Rio Tinto to propose new plan after losing court battle over mine expansion
Global miner Rio Tinto (ASX, LON:RIO) lost Monday a legal battle to expand its Warkworth coal mine in Australia, which the company considered key to keep its coal business healthy amid a market slump, but said it would submit new mine plans as soon as possible.
Rio had appealed an earlier ruling that found projected economic benefits of extending the mine in the small community of Bulga, 180 km north of Sydney, failed to outweigh its environmental impact.
The US$557 million expansion of Rio’s Warkworth open-cut mine had been in limbo since the New South Wales Land and Environment Court ruled last year it would threaten endangered ecological areas and adversely affect residents of the nearby town of Bulga.

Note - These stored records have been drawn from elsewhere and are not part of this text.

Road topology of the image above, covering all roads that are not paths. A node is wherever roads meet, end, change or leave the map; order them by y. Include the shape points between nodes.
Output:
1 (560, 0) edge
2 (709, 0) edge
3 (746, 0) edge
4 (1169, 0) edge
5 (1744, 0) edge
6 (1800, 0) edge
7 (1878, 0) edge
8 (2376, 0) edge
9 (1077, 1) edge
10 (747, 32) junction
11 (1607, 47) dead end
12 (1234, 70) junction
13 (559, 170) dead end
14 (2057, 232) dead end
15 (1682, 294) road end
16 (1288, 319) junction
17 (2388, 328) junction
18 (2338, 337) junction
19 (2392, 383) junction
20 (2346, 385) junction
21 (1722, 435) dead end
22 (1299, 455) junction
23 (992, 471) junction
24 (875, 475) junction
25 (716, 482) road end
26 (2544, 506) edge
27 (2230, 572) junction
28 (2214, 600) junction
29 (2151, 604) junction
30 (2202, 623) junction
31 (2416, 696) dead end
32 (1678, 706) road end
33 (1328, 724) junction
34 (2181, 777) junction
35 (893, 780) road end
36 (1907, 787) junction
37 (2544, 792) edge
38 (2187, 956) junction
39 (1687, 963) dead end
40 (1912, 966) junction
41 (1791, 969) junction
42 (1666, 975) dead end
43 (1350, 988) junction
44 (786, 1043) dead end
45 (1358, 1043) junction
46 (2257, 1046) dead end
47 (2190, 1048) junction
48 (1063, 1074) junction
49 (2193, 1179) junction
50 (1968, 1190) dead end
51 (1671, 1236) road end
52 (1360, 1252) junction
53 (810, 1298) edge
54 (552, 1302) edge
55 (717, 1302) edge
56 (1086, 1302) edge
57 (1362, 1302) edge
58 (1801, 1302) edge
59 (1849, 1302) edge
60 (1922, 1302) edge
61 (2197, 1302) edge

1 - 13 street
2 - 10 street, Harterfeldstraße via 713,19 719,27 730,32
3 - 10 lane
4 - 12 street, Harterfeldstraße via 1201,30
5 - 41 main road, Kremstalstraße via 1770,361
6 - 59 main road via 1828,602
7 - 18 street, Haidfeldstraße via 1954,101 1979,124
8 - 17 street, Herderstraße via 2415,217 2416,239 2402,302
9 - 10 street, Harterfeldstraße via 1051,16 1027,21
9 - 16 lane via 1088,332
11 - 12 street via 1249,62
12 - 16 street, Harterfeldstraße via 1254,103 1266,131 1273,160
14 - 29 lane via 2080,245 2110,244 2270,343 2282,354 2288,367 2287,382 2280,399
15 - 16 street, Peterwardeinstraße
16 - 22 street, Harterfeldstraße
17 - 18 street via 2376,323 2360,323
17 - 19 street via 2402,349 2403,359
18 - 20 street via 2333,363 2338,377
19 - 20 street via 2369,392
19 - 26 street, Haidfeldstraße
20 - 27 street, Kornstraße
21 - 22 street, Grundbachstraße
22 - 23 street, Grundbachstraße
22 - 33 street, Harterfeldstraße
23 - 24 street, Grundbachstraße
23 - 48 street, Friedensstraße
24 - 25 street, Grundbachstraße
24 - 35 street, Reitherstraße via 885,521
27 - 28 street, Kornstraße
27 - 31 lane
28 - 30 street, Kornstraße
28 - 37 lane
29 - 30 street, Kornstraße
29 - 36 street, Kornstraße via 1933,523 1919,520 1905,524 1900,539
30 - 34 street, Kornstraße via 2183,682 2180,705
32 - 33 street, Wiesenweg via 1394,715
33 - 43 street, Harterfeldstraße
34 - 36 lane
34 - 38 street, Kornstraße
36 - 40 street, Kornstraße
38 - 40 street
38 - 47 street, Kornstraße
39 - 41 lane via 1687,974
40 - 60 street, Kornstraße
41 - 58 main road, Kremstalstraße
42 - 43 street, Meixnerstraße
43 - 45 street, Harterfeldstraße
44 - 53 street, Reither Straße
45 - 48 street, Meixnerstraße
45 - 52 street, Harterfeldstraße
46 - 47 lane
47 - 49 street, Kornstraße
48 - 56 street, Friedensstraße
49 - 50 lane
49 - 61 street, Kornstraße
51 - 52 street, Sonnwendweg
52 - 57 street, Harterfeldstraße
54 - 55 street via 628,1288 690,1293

Rio’s Coal & Allied managing director, Chris Salisbury, said in a statement that the company remained committed to securing new approvals to “provide a long term future for Mount Thorley Warkworth mine and the jobs of its 1300 workers.”
"Our current approvals will only allow Mount Thorley Warkworth to maintain existing production and employment levels until the end of 2015. It is essential we secure longer term approvals before then to ensure the mine remains economically viable,” he added.
Australia’s coal industry is struggling with a supply of the commodity and China’s cooling economic growth. Over 11,000 coal mining jobs have been lost since late last year as giants such as Rio Tinto itself, BHP Billiton (ASX: BHP), Glencore Xstrata (LON: GLEN) and Brazil’s Vale (NYSE:VALE) have been cutting costs and closing down non-core divisions.
The Warkworth open-pit operation is part of a larger mining complex producing about 12 million metric tons a year of thermal and coking coal for the local market and customers in Asia.
Coal & Allied is 80% owned by Rio Tinto and 20% by Japanese trading company Mitsubishi Corp.